Pour ce qui concerne CNEWS il est plus difficile de démontrer la violation de ses engagements, le délit d’imbécilité ou de quasi-complotisme n’étant pas considéré comme formellement contraire à la déontologie. La convention requiert néanmoins pluralisme de l’expression des courants de pensée et d’opinion, représentation de la diversité, respect des droits de la personne, honnêteté de l’information et des programmes, indépendance éditoriale de la rédaction, et toute une série de grands principes éminemment sympathiques, mais assez flous et faciles à contourner pour un éditeur malin, capable de rester à la limite sans trop franchir la ligne jaune.
La mauvaise foi de ces médias est évidente mais non formellement constituée.

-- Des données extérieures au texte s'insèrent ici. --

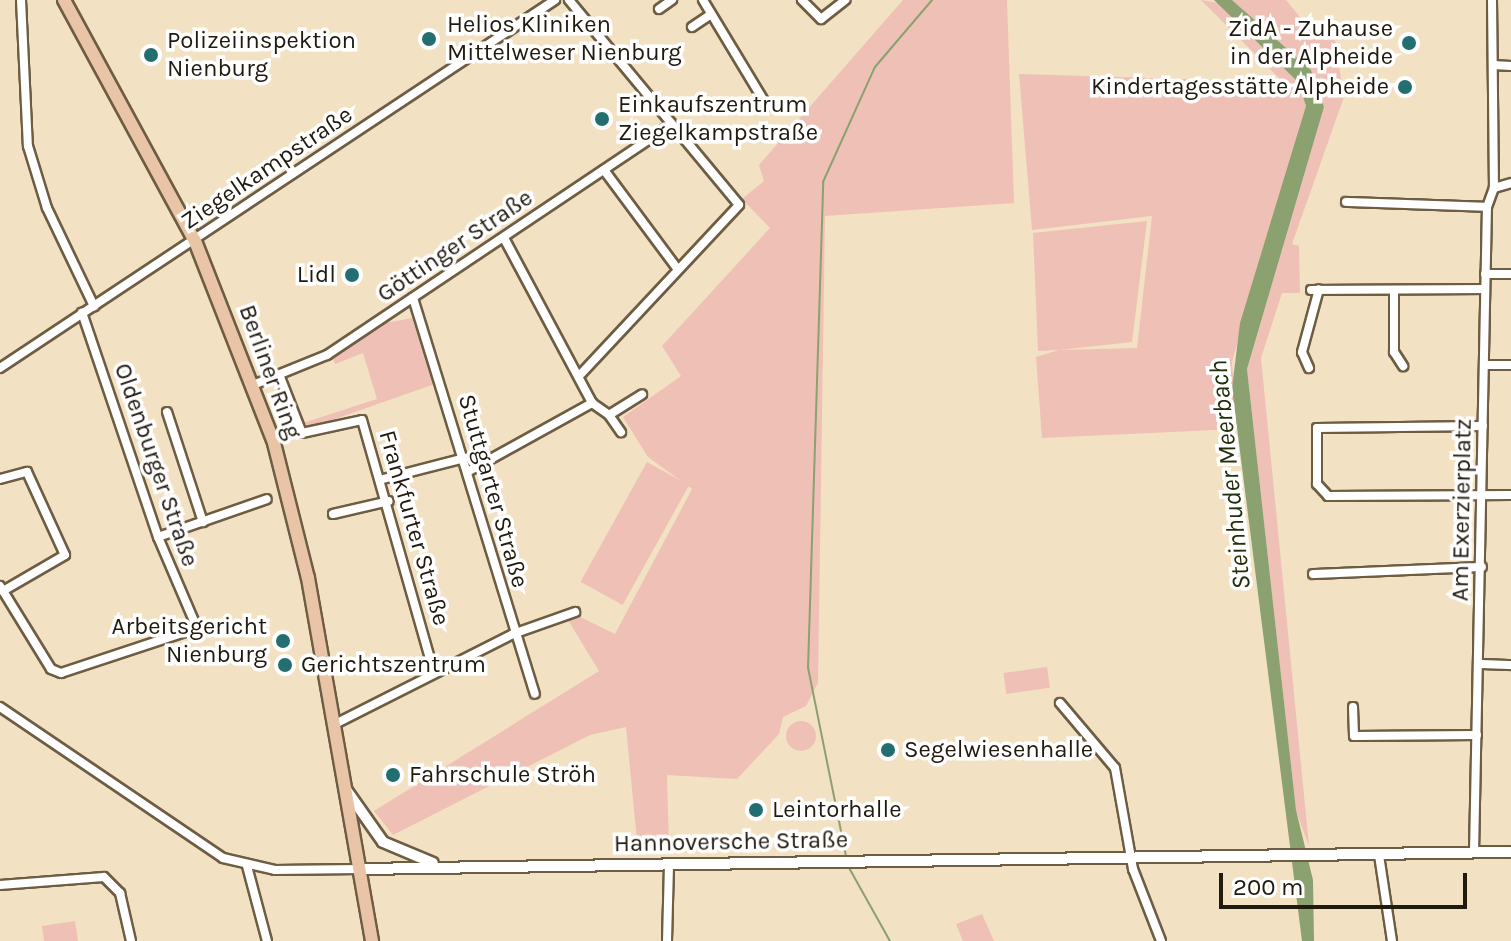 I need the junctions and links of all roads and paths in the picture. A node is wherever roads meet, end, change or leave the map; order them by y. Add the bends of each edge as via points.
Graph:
1 (21, 0) edge
2 (64, 0) edge
3 (555, 0) edge
4 (569, 0) edge
5 (672, 0) edge
6 (703, 0) edge
7 (802, 0) edge
8 (845, 0) edge
9 (1492, 0) edge
10 (659, 9) dead end
11 (710, 15) junction
12 (692, 27) dead end
13 (1493, 65) junction
14 (1511, 66) edge
15 (767, 106) dead end
16 (672, 124) junction
17 (604, 170) junction
18 (1511, 183) edge
19 (1494, 188) junction
20 (1346, 202) dead end
21 (1487, 207) junction
22 (504, 238) junction
23 (195, 241) junction
24 (676, 267) junction
25 (1485, 274) junction
26 (1511, 274) edge
27 (1485, 289) junction
28 (1394, 290) junction
29 (413, 298) junction
30 (94, 306) junction
31 (82, 313) junction
32 (1484, 365) junction
33 (1511, 365) edge
34 (1403, 366) dead end
35 (0, 368) edge
36 (1309, 368) dead end
37 (581, 374) junction
38 (280, 377) junction
39 (253, 385) junction
40 (642, 394) dead end
41 (592, 403) junction
42 (167, 412) dead end
43 (609, 415) junction
44 (1483, 426) junction
45 (621, 432) dead end
46 (465, 458) junction
47 (469, 471) junction
48 (0, 479) edge
49 (383, 479) junction
50 (1482, 495) junction
51 (1511, 495) edge
52 (267, 499) dead end
53 (389, 501) junction
54 (333, 514) dead end
55 (203, 522) junction
56 (158, 537) junction
57 (1482, 567) junction
58 (1313, 574) dead end
59 (2, 588) edge
60 (575, 612) dead end
61 (513, 634) junction
62 (1479, 664) junction
63 (1511, 665) edge
64 (434, 673) junction
65 (535, 694) dead end
66 (1060, 703) dead end
67 (0, 707) edge
68 (1353, 707) dead end
69 (335, 724) junction
70 (1477, 735) junction
71 (347, 791) junction
72 (1511, 852) edge
73 (1474, 853) junction
74 (1379, 855) junction
75 (1130, 857) junction
76 (669, 863) junction
77 (440, 865) junction
78 (247, 866) junction
79 (360, 869) junction
80 (0, 885) edge
81 (131, 941) edge
82 (267, 941) edge
83 (372, 941) edge
84 (667, 941) edge
85 (1161, 941) edge
86 (1392, 941) edge

1 - 30 street via 28,146 47,208
2 - 23 main road, Berliner Ring
3 - 23 street, Ziegelkampstraße
4 - 16 street
5 - 10 street
6 - 11 street
7 - 8 street via 821,19
9 - 13 street
11 - 12 street
11 - 15 street
13 - 14 street
13 - 19 street
16 - 17 street, Göttinger Straße
16 - 24 street via 739,205
17 - 22 street, Göttinger Straße
17 - 24 street
18 - 19 street
19 - 21 street, Am Exerzierplatz
20 - 21 street
21 - 25 street, Am Exerzierplatz
22 - 29 street, Göttinger Straße
22 - 37 street
23 - 30 street, Ziegelkampstraße
23 - 39 main road, Berliner Ring
24 - 37 street
25 - 26 street
25 - 27 street, Am Exerzierplatz
27 - 28 street
27 - 32 street, Am Exerzierplatz
28 - 34 street via 1394,352
28 - 36 street via 1315,290 1302,352
29 - 38 street, Göttinger Straße
29 - 46 street, Stuttgarter Straße
30 - 31 street, Ziegelkampstraße
31 - 35 street, Ziegelkampstraße
31 - 56 street, Oldenburger Straße
32 - 33 street
32 - 44 street, Am Exerzierplatz
37 - 41 street
38 - 39 street, Göttinger Straße
38 - 49 street, Frankfurter Straße via 302,433 362,420
39 - 69 main road, Berliner Ring via 289,495
40 - 43 street
41 - 43 street
41 - 47 street
42 - 55 street
43 - 45 street
44 - 50 street, Am Exerzierplatz
44 - 50 street via 1317,428 1317,484 1328,496
46 - 47 street, Stuttgarter Straße
46 - 49 street
47 - 61 street, Stuttgarter Straße
48 - 59 street via 27,472 65,555
49 - 53 street, Frankfurter Straße
50 - 51 street
50 - 57 street, Am Exerzierplatz
52 - 55 street
53 - 54 street
53 - 64 street, Frankfurter Straße
55 - 56 street
56 - 59 street, Oldenburger Straße via 197,628 61,673
57 - 58 street
57 - 62 street, Am Exerzierplatz
60 - 61 street
61 - 64 street
61 - 65 street, Stuttgarter Straße
62 - 63 street
62 - 70 street, Am Exerzierplatz
64 - 69 street
66 - 75 street via 1115,768
67 - 78 street, Hannoversche Straße via 193,839
68 - 70 street via 1354,736
69 - 71 main road, Berliner Ring
70 - 73 street, Am Exerzierplatz
71 - 77 street, Berliner Ring via 383,842
71 - 79 main road, Berliner Ring
72 - 73 street, Hannoversche Straße
73 - 74 street, Hannoversche Straße
74 - 75 street, Hannoversche Straße
74 - 86 street
75 - 76 street, Hannoversche Straße
75 - 85 street
76 - 77 street, Hannoversche Straße
76 - 84 street
77 - 79 street, Hannoversche Straße
78 - 79 street, Hannoversche Straße
78 - 82 street
79 - 83 main road, Berliner Ring
80 - 81 street via 104,877 120,893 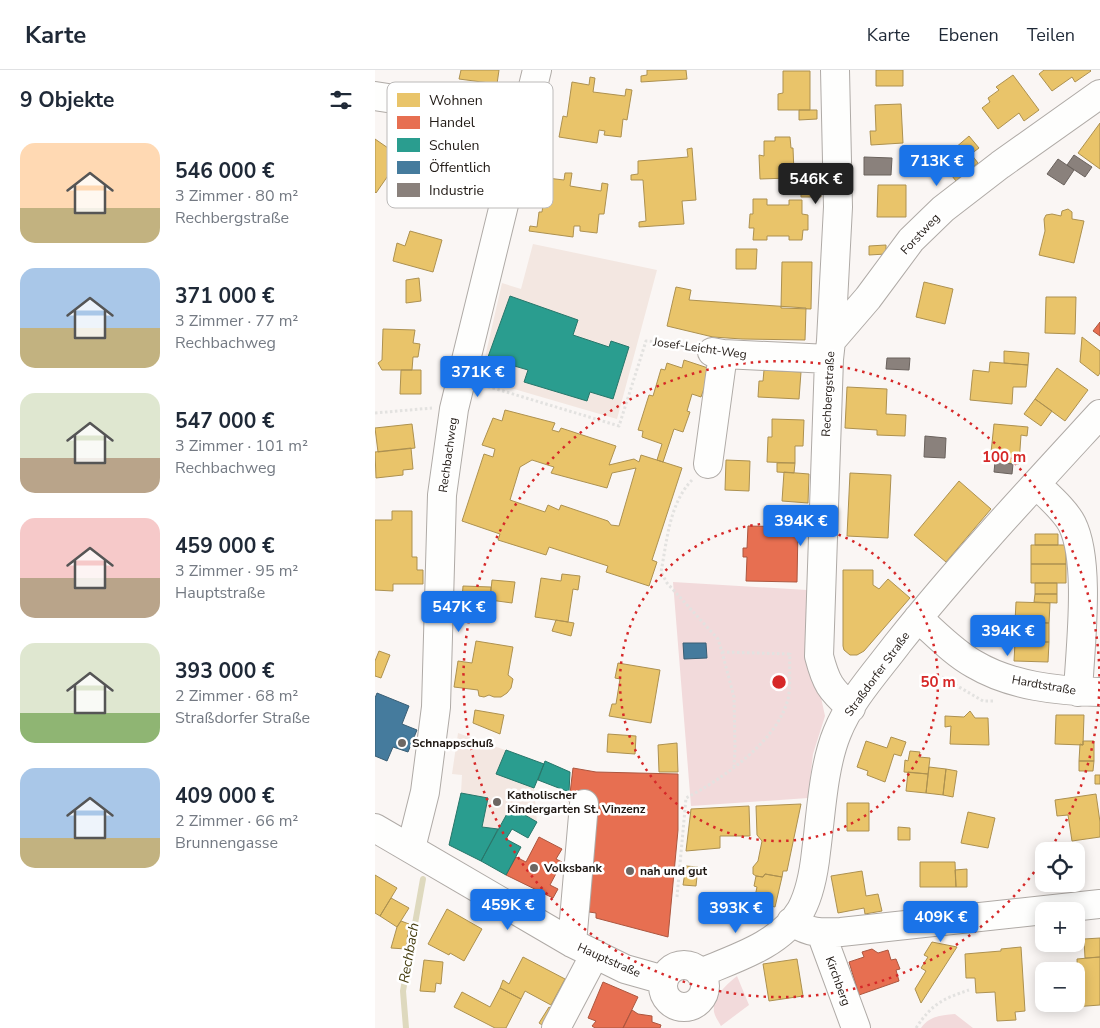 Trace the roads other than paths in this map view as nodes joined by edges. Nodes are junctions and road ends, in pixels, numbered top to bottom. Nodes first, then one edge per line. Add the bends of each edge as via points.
1 (835, 70) edge
2 (1100, 94) edge
3 (503, 208) edge
4 (830, 350) junction
5 (1100, 414) edge
6 (708, 464) road end
7 (1036, 484) junction
8 (918, 618) junction
9 (1089, 692) edge
10 (851, 708) junction
11 (584, 804) dead end
12 (375, 828) edge
13 (411, 848) junction
14 (1100, 904) edge
15 (791, 922) junction
16 (821, 933) junction
17 (584, 949) junction
18 (700, 973) junction
19 (664, 980) junction
20 (689, 1017) edge
21 (556, 1028) edge
22 (856, 1028) edge

1 - 4 street, Rechbergstraße via 837,207
2 - 4 street, Forstweg via 943,209 911,240
3 - 13 street, Rechbachweg via 454,409 442,494 436,707 425,792
4 - 6 street, Josef-Leicht-Weg via 717,353
4 - 10 street, Rechbergstraße via 819,656 824,677
5 - 7 street, Straßdorfer Straße
7 - 8 street, Straßdorfer Straße
7 - 9 street via 1071,524 1079,547
8 - 9 street, Hardtstraße via 973,664 994,675 1025,684
8 - 10 street, Straßdorfer Straße
10 - 15 street, Straßdorfer Straße via 837,733 828,761 811,881 801,910
11 - 17 street
12 - 13 street, Hauptstraße
13 - 17 street, Hauptstraße
14 - 16 street
15 - 16 street via 808,931
15 - 18 street, Straßdorfer Straße via 763,945
16 - 22 street, Kirchberg
17 - 19 street, Hauptstraße via 625,969
17 - 21 street
18 - 19 street via 682,965 671,970
18 - 20 street via 705,990
19 - 20 street via 664,992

Le groupe Bolloré continue à surfer sur la bêtise en se parant de son « devoir d’informer ». On imagine assez aisément que les parents Bolloré mettent leurs enfants mineurs à l’abri de la propagande racoleuse des chaînes dont ils sont propriétaires mais, à ce stade, rien ne peut les empêcher de diffuser leurs insanités « pour le peuple ». Leur puissance leur permet par ailleurs de contrer vigoureusement toute tentative en ce sens, hurlant avec les loups à « la censure du gouvernement ».
Oui, la raison voudrait que l’on censure ces Thénardier de l’infotainment mais les règles de la démocratie ne le permettent heureusement pas. Il faut donc accepter leur influence délétère sur le niveau intellectuel du pays. La seule arme restante est de parier sur l’intelligence et la réflexion en espérant que les spectateurs crédules de ces chaînes de l’abrutissement délaissent Cyril Hanouna et se dirigent progressivement vers Arte… Le combat sera long et difficile mais il y va de l’avenir de la République de le poursuivre quoi qu’il en coûte !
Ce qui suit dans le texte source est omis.